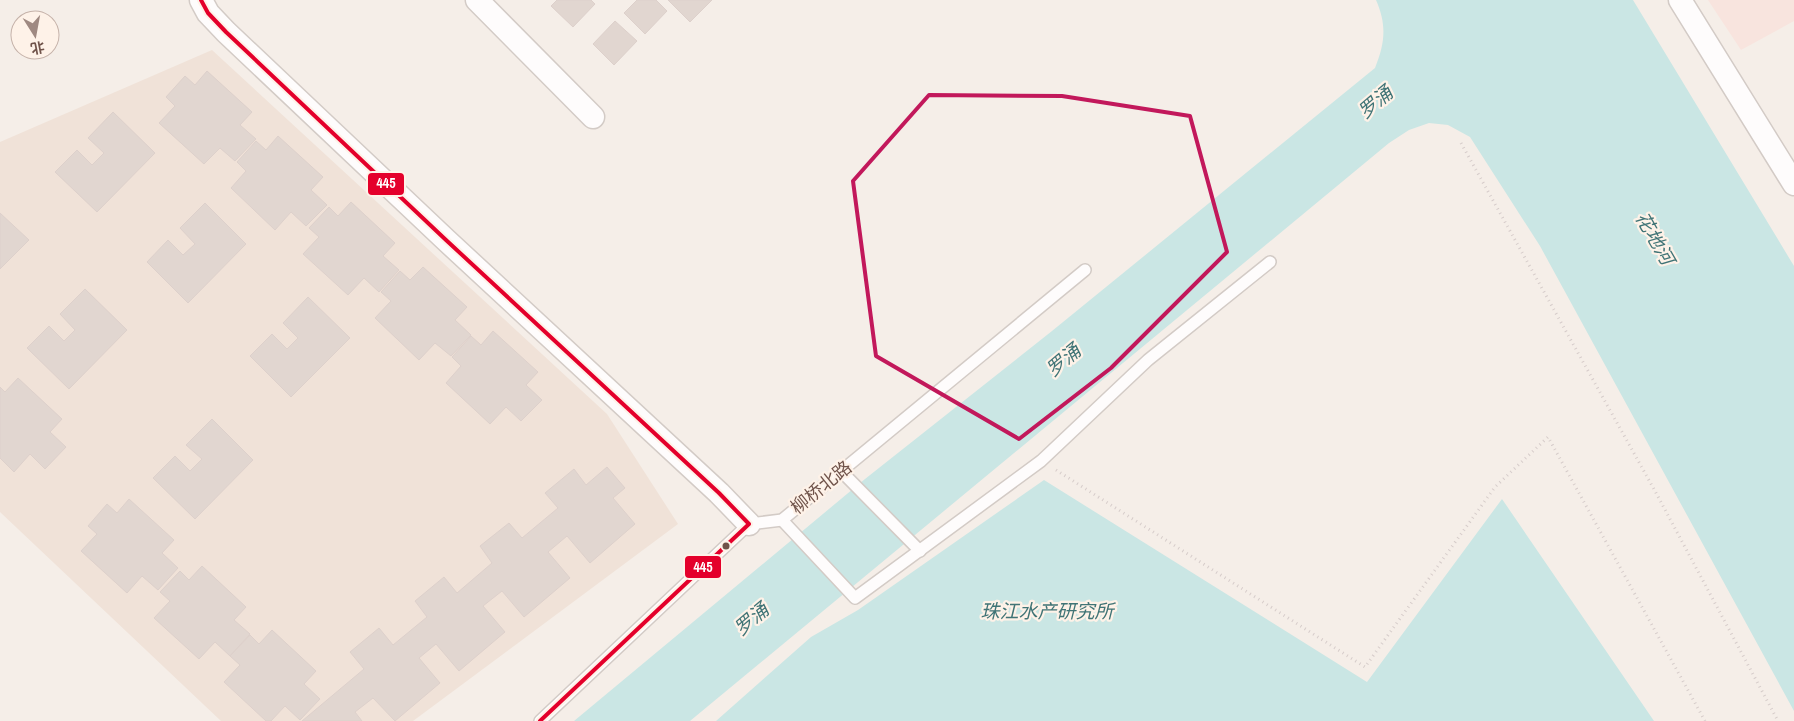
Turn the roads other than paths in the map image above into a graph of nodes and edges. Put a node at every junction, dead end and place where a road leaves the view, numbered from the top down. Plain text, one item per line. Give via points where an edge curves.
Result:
1 (201, 0) edge
2 (477, 0) edge
3 (1680, 0) edge
4 (592, 117) dead end
5 (1794, 184) edge
6 (1270, 262) dead end
7 (1085, 270) dead end
8 (840, 471) junction
9 (782, 520) junction
10 (749, 524) junction
11 (920, 551) junction
12 (540, 721) edge

1 - 10 street via 226,32 720,493
2 - 4 street
3 - 5 street
6 - 11 lane via 1148,360 1041,461
7 - 8 lane, 柳桥北路
8 - 9 lane, 柳桥北路
8 - 11 lane
9 - 10 lane, 柳桥北路
9 - 11 lane via 855,598
10 - 12 lane

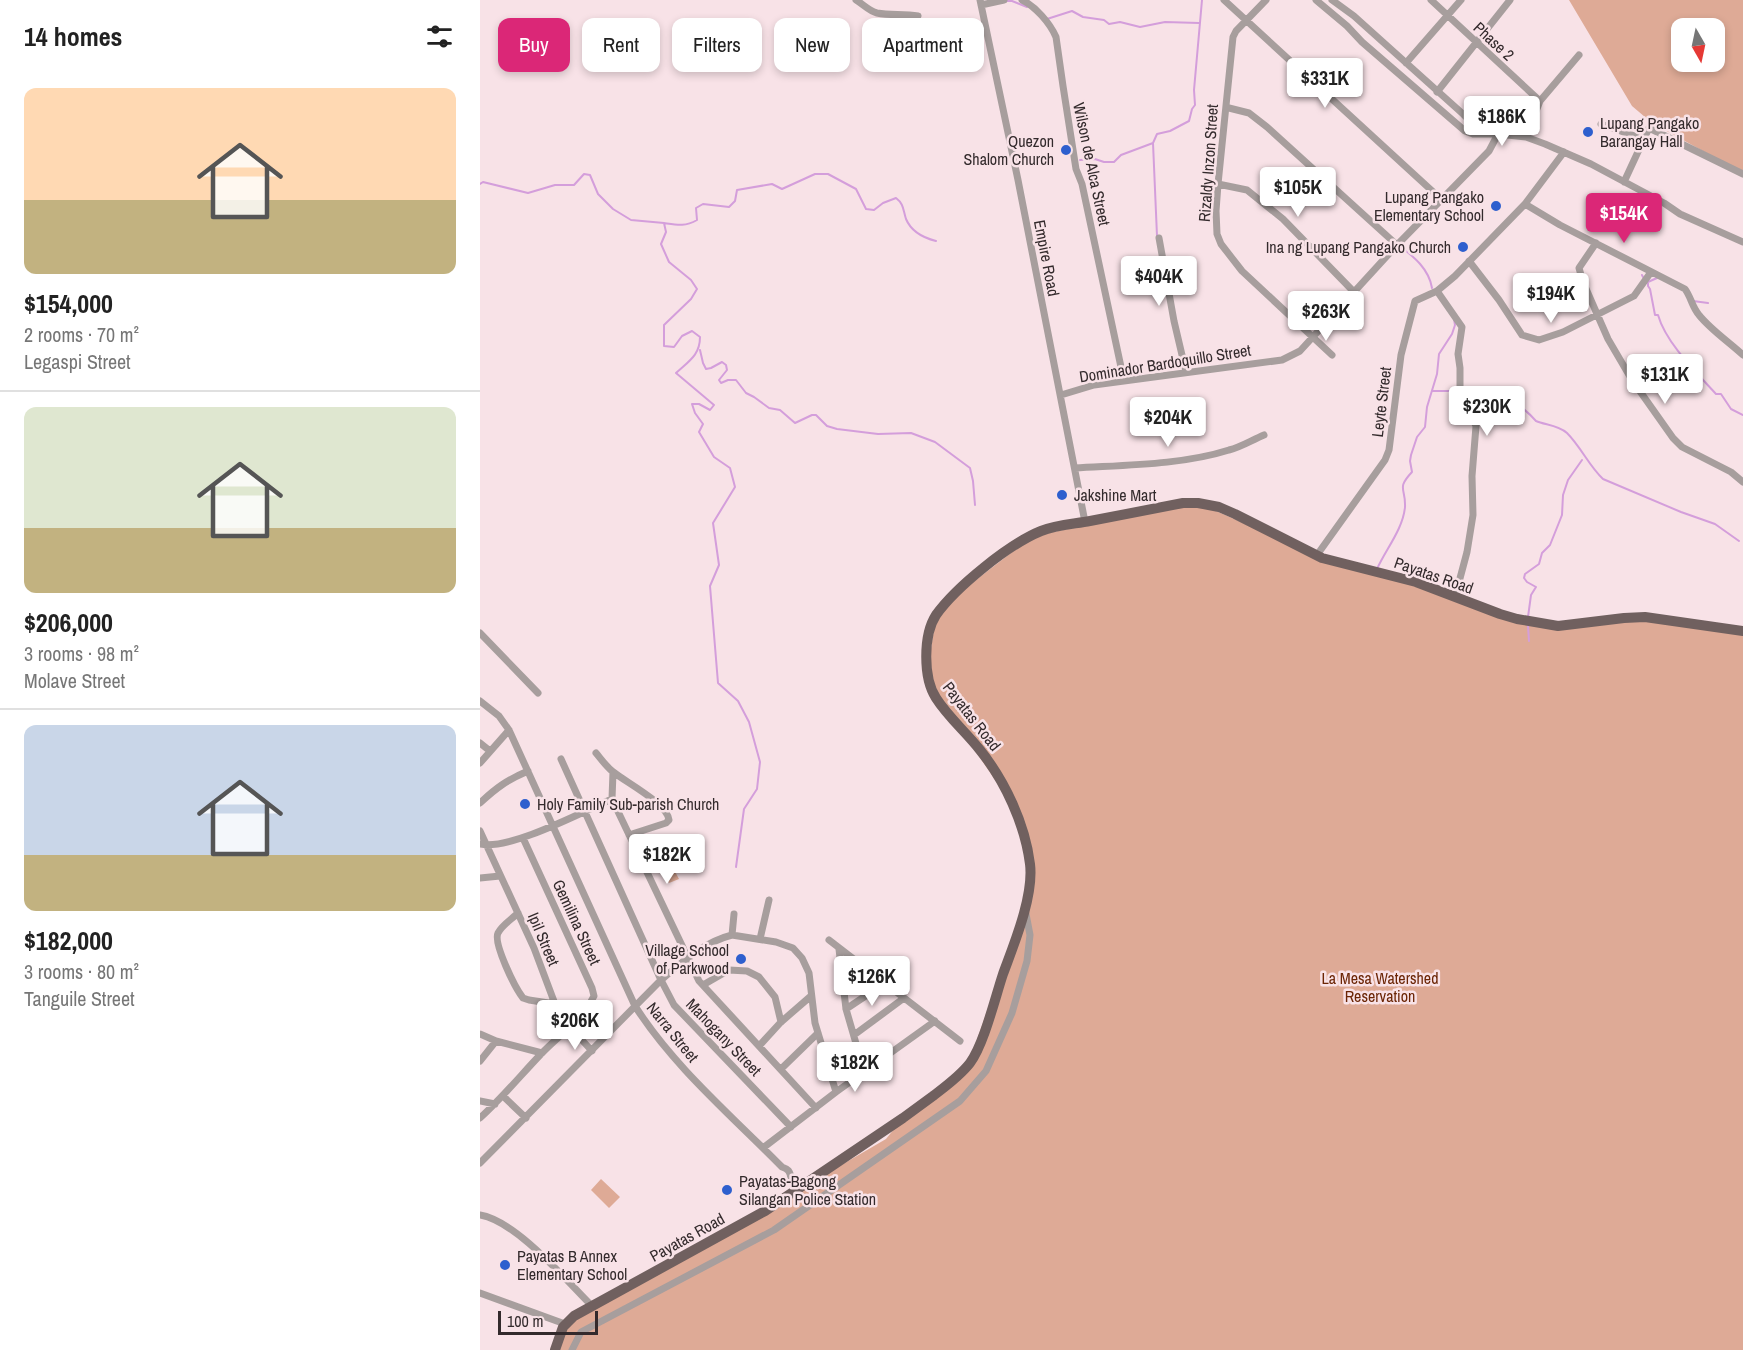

---------------

Retype the listing above exactly, please. Pictures do not belong in the copy.

Turn the roads other than paths in the map image above into a graph of nodes and edges. Put a node at every junction, dead end and place where a road leaves the view, numbered from the top down. Plain text, one item per line. Give via points where an edge curves.
Result:
1 (201, 0) edge
2 (477, 0) edge
3 (1680, 0) edge
4 (592, 117) dead end
5 (1794, 184) edge
6 (1270, 262) dead end
7 (1085, 270) dead end
8 (840, 471) junction
9 (782, 520) junction
10 (749, 524) junction
11 (920, 551) junction
12 (540, 721) edge

1 - 10 street via 226,32 720,493
2 - 4 street
3 - 5 street
6 - 11 lane via 1148,360 1041,461
7 - 8 lane, 柳桥北路
8 - 9 lane, 柳桥北路
8 - 11 lane
9 - 10 lane, 柳桥北路
9 - 11 lane via 855,598
10 - 12 lane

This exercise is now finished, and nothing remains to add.